WORK TO BE COMPLETED:
Among the entries that follow, find every line with the word "CALLE" and list it.
::: DATA
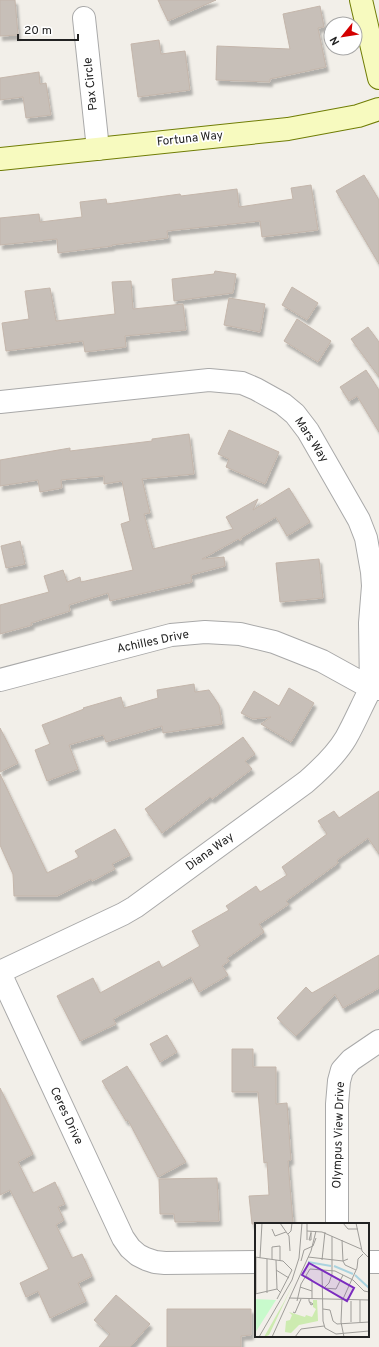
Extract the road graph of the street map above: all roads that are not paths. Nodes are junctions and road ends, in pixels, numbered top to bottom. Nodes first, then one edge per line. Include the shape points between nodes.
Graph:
1 (361, 0) edge
2 (84, 18) dead end
3 (379, 78) edge
4 (379, 109) edge
5 (98, 149) junction
6 (0, 159) edge
7 (0, 402) edge
8 (0, 680) edge
9 (375, 689) edge
10 (0, 972) edge
11 (379, 1041) edge
12 (337, 1223) edge
13 (255, 1262) edge

1 - 3 street
2 - 5 street, Pax Circle
4 - 5 street, Fortuna Way via 358,116 288,129
5 - 6 street, Fortuna Way
7 - 9 street, Mars Way via 208,380 242,383 283,404 295,414 308,431 359,520 366,538 371,560 370,623
8 - 9 street, Achilles Drive via 171,635 217,632 240,634 274,642 322,661
9 - 10 street, Diana Way via 334,755 306,782 123,914
10 - 13 street, Ceres Drive via 123,1238 130,1248 146,1259 164,1263
11 - 12 street, Olympus View Drive via 346,1065 339,1081

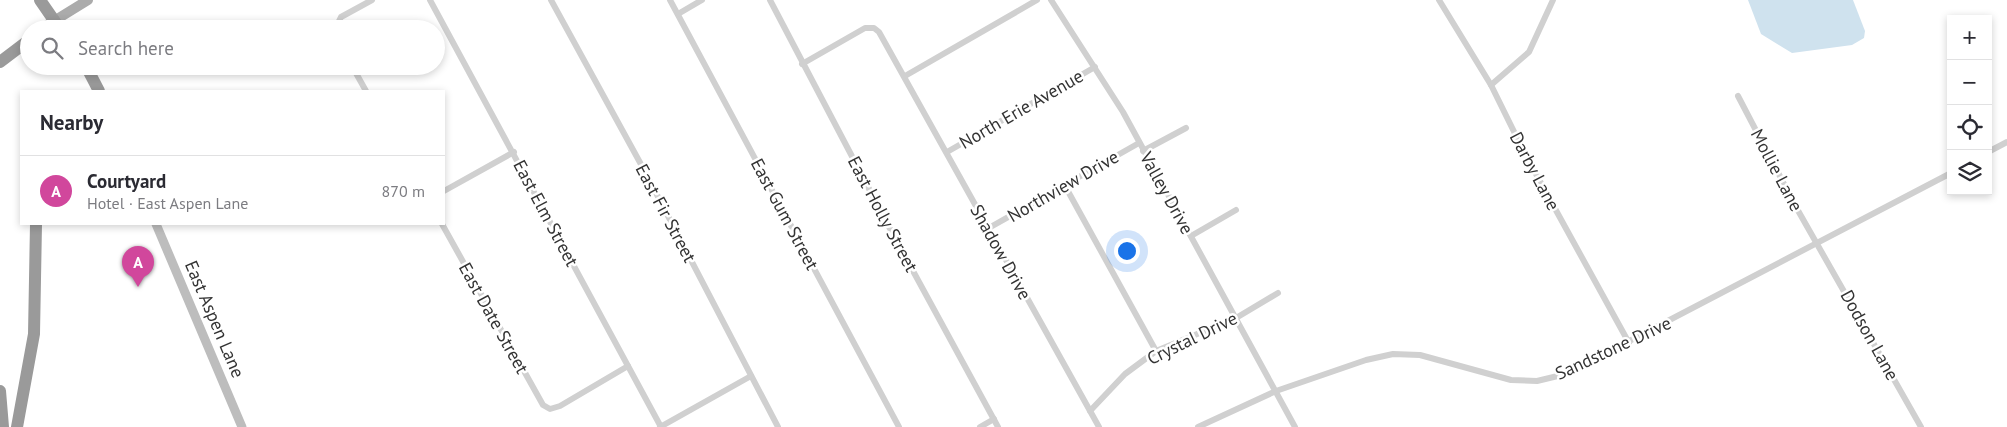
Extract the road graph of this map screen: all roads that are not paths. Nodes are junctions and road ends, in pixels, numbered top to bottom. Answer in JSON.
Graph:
{"nodes":[{"id":1,"x":40,"y":0,"type":"edge"},
{"id":2,"x":88,"y":0,"type":"edge"},
{"id":3,"x":372,"y":0,"type":"edge"},
{"id":4,"x":430,"y":0,"type":"edge"},
{"id":5,"x":551,"y":0,"type":"edge"},
{"id":6,"x":670,"y":0,"type":"edge"},
{"id":7,"x":702,"y":0,"type":"edge"},
{"id":8,"x":770,"y":0,"type":"edge"},
{"id":9,"x":1037,"y":0,"type":"edge"},
{"id":10,"x":1051,"y":0,"type":"edge"},
{"id":11,"x":1439,"y":0,"type":"edge"},
{"id":12,"x":1553,"y":0,"type":"edge"},
{"id":13,"x":678,"y":14,"type":"junction"},
{"id":14,"x":49,"y":20,"type":"edge"},
{"id":15,"x":60,"y":20,"type":"edge"},
{"id":16,"x":340,"y":20,"type":"edge"},
{"id":17,"x":441,"y":20,"type":"edge"},
{"id":18,"x":445,"y":27,"type":"edge"},
{"id":19,"x":20,"y":47,"type":"edge"},
{"id":20,"x":0,"y":62,"type":"edge"},
{"id":21,"x":802,"y":64,"type":"junction"},
{"id":22,"x":1095,"y":67,"type":"junction"},
{"id":23,"x":91,"y":75,"type":"edge"},
{"id":24,"x":357,"y":75,"type":"edge"},
{"id":25,"x":905,"y":76,"type":"junction"},
{"id":26,"x":1491,"y":85,"type":"junction"},
{"id":27,"x":98,"y":90,"type":"edge"},
{"id":28,"x":365,"y":90,"type":"edge"},
{"id":29,"x":1738,"y":96,"type":"dead end"},
{"id":30,"x":1186,"y":128,"type":"dead end"},
{"id":31,"x":2007,"y":142,"type":"edge"},
{"id":32,"x":1139,"y":143,"type":"junction"},
{"id":33,"x":1992,"y":150,"type":"edge"},
{"id":34,"x":1143,"y":151,"type":"junction"},
{"id":35,"x":514,"y":152,"type":"junction"},
{"id":36,"x":947,"y":152,"type":"junction"},
{"id":37,"x":1947,"y":174,"type":"edge"},
{"id":38,"x":1064,"y":184,"type":"junction"},
{"id":39,"x":445,"y":190,"type":"edge"},
{"id":40,"x":1236,"y":210,"type":"dead end"},
{"id":41,"x":36,"y":225,"type":"edge"},
{"id":42,"x":156,"y":225,"type":"edge"},
{"id":43,"x":443,"y":225,"type":"edge"},
{"id":44,"x":987,"y":229,"type":"junction"},
{"id":45,"x":1191,"y":236,"type":"junction"},
{"id":46,"x":1818,"y":244,"type":"junction"},
{"id":47,"x":1278,"y":293,"type":"dead end"},
{"id":48,"x":1236,"y":318,"type":"junction"},
{"id":49,"x":1629,"y":343,"type":"junction"},
{"id":50,"x":1156,"y":351,"type":"junction"},
{"id":51,"x":628,"y":366,"type":"junction"},
{"id":52,"x":751,"y":376,"type":"junction"},
{"id":53,"x":0,"y":392,"type":"edge"},
{"id":54,"x":1276,"y":392,"type":"junction"},
{"id":55,"x":1090,"y":411,"type":"junction"},
{"id":56,"x":994,"y":419,"type":"junction"},
{"id":57,"x":3,"y":427,"type":"edge"},
{"id":58,"x":17,"y":427,"type":"edge"},
{"id":59,"x":242,"y":427,"type":"edge"},
{"id":60,"x":661,"y":427,"type":"edge"},
{"id":61,"x":778,"y":427,"type":"edge"},
{"id":62,"x":900,"y":427,"type":"edge"},
{"id":63,"x":980,"y":427,"type":"edge"},
{"id":64,"x":998,"y":427,"type":"edge"},
{"id":65,"x":1099,"y":427,"type":"edge"},
{"id":66,"x":1198,"y":427,"type":"edge"},
{"id":67,"x":1295,"y":427,"type":"edge"},
{"id":68,"x":1921,"y":427,"type":"edge"}],
"edges":[{"from":1,"to":14,"type":"highway"},
{"from":2,"to":15,"type":"main road"},
{"from":3,"to":16,"type":"street"},
{"from":4,"to":17,"type":"street","name":"East Elm Street"},
{"from":5,"to":52,"type":"street","name":"East Fir Street"},
{"from":6,"to":13,"type":"street","name":"East Gum Street"},
{"from":7,"to":13,"type":"street"},
{"from":8,"to":21,"type":"street","name":"East Holly Street"},
{"from":9,"to":25,"type":"street"},
{"from":10,"to":22,"type":"street","name":"Valley Drive"},
{"from":11,"to":26,"type":"street","name":"Darby Lane"},
{"from":12,"to":26,"type":"street"},
{"from":13,"to":62,"type":"street","name":"East Gum Street"},
{"from":18,"to":35,"type":"street","name":"East Elm Street"},
{"from":19,"to":20,"type":"highway"},
{"from":21,"to":25,"type":"street","name":"Shadow Drive"},
{"from":21,"to":56,"type":"street","name":"East Holly Street"},
{"from":22,"to":32,"type":"street","name":"Valley Drive"},
{"from":22,"to":36,"type":"street","name":"North Erie Avenue"},
{"from":23,"to":27,"type":"highway"},
{"from":24,"to":28,"type":"street"},
{"from":25,"to":36,"type":"street","name":"Shadow Drive"},
{"from":26,"to":49,"type":"street","name":"Darby Lane"},
{"from":29,"to":46,"type":"street","name":"Mollie Lane"},
{"from":30,"to":34,"type":"street","name":"Northview Drive"},
{"from":31,"to":33,"type":"street"},
{"from":32,"to":34,"type":"street","name":"Valley Drive"},
{"from":32,"to":38,"type":"street","name":"Northview Drive"},
{"from":34,"to":45,"type":"street","name":"Valley Drive"},
{"from":35,"to":39,"type":"street"},
{"from":35,"to":51,"type":"street","name":"East Elm Street"},
{"from":36,"to":44,"type":"street","name":"Shadow Drive"},
{"from":37,"to":46,"type":"street","name":"Sandstone Drive"},
{"from":38,"to":44,"type":"street","name":"Northview Drive"},
{"from":38,"to":50,"type":"street"},
{"from":40,"to":45,"type":"street"},
{"from":41,"to":58,"type":"highway"},
{"from":42,"to":59,"type":"street","name":"East Aspen Lane"},
{"from":43,"to":51,"type":"street","name":"East Date Street"},
{"from":44,"to":55,"type":"street","name":"Shadow Drive"},
{"from":45,"to":48,"type":"street","name":"Valley Drive"},
{"from":46,"to":49,"type":"street","name":"Sandstone Drive"},
{"from":46,"to":68,"type":"street","name":"Dodson Lane"},
{"from":47,"to":48,"type":"street","name":"Crystal Drive"},
{"from":48,"to":50,"type":"street","name":"Crystal Drive"},
{"from":48,"to":54,"type":"street","name":"Valley Drive"},
{"from":49,"to":54,"type":"street","name":"Sandstone Drive"},
{"from":50,"to":55,"type":"street","name":"Crystal Drive"},
{"from":51,"to":60,"type":"street","name":"East Elm Street"},
{"from":52,"to":60,"type":"street"},
{"from":52,"to":61,"type":"street","name":"East Fir Street"},
{"from":53,"to":57,"type":"highway"},
{"from":54,"to":66,"type":"street","name":"Sandstone Drive"},
{"from":54,"to":67,"type":"street","name":"Valley Drive"},
{"from":55,"to":65,"type":"street","name":"Shadow Drive"},
{"from":56,"to":63,"type":"street"},
{"from":56,"to":64,"type":"street","name":"East Holly Street"}]}
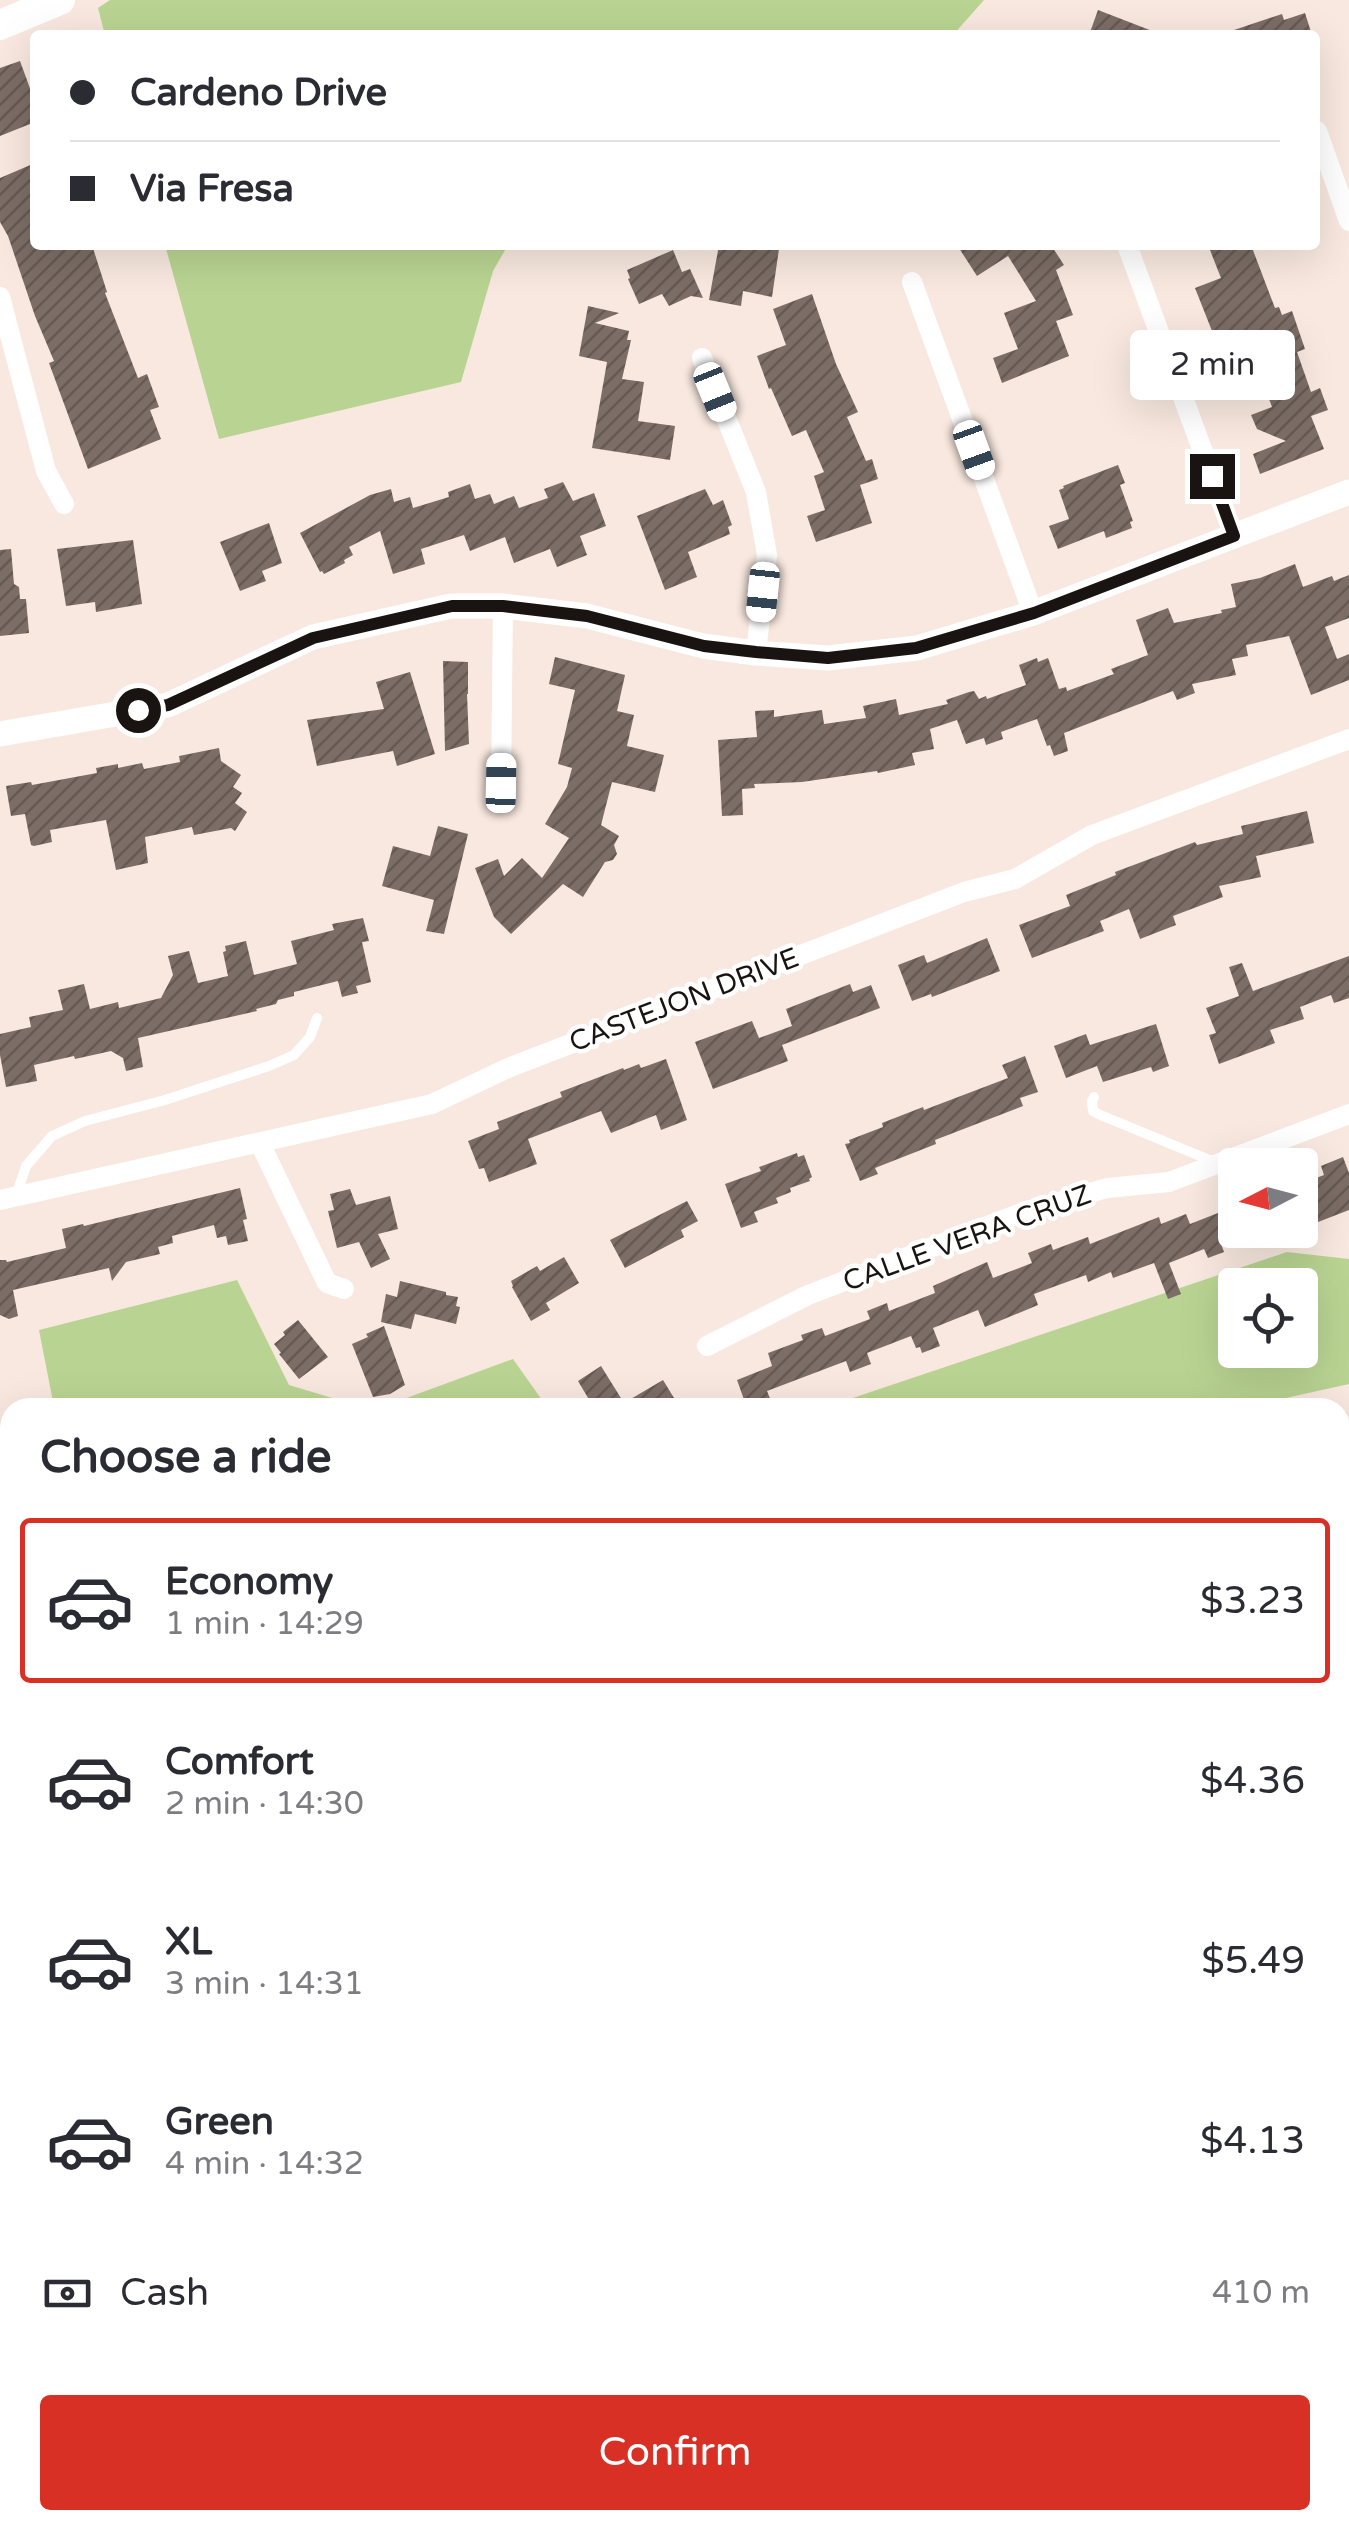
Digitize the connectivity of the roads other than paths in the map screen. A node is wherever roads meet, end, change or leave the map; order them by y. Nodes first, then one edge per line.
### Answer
1 (60, 0) edge
2 (0, 26) edge
3 (1320, 139) edge
4 (1349, 221) edge
5 (1129, 250) edge
6 (912, 282) dead end
7 (0, 297) edge
8 (702, 358) dead end
9 (1349, 492) edge
10 (64, 504) dead end
11 (1234, 536) junction
12 (503, 606) junction
13 (1034, 613) junction
14 (756, 652) junction
15 (0, 734) edge
16 (1349, 739) edge
17 (501, 783) dead end
18 (317, 1018) dead end
19 (1094, 1097) dead end
20 (1349, 1114) edge
21 (260, 1142) junction
22 (1260, 1148) edge
23 (1218, 1164) joint
24 (8, 1199) edge
25 (344, 1289) dead end
26 (707, 1346) dead end

1 - 2 main road
3 - 4 street
5 - 11 street
6 - 13 street
7 - 10 street
8 - 14 street
9 - 11 street
11 - 13 street
12 - 14 street
12 - 15 street
12 - 17 street
13 - 14 street
16 - 21 street, CASTEJON DRIVE
18 - 24 lane
19 - 23 lane
20 - 22 street, CALLE VERA CRUZ
21 - 24 street, CASTEJON DRIVE
21 - 25 street
23 - 26 street, CALLE VERA CRUZ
::::::
ANSWER TO THIS TASK:
20 - 22 street, CALLE VERA CRUZ
23 - 26 street, CALLE VERA CRUZ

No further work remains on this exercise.